Given entries

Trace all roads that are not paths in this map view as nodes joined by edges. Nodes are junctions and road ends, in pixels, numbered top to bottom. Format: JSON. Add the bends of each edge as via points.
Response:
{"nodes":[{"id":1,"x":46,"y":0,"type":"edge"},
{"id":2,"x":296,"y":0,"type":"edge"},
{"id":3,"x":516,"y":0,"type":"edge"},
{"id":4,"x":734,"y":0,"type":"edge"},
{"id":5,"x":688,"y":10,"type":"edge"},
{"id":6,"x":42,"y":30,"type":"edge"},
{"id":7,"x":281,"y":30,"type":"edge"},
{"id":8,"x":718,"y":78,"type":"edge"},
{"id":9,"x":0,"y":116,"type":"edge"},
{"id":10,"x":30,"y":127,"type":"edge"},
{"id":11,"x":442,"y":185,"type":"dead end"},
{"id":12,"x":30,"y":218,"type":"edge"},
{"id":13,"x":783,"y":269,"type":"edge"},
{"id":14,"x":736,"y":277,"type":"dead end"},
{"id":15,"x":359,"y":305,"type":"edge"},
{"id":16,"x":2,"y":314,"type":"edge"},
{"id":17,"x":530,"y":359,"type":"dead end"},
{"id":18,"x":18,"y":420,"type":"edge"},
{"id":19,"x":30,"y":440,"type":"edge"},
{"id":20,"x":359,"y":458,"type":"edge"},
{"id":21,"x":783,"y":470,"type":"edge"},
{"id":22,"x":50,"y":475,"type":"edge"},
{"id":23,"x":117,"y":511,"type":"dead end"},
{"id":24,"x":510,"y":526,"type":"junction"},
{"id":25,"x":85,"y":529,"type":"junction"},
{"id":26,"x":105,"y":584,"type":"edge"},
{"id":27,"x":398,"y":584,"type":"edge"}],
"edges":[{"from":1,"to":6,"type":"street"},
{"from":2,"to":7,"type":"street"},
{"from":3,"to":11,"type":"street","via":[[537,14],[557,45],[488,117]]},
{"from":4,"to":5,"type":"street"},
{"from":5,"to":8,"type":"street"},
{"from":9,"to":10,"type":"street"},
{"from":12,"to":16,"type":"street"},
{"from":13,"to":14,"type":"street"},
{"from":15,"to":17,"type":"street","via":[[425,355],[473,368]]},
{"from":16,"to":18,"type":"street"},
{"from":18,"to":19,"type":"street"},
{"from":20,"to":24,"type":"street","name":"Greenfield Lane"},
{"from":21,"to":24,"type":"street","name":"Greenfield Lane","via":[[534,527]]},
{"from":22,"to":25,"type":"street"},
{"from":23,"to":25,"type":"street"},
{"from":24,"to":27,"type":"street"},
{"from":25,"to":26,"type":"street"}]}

Exercise details
State only how many lines above contain "nodes".

Exercise response
2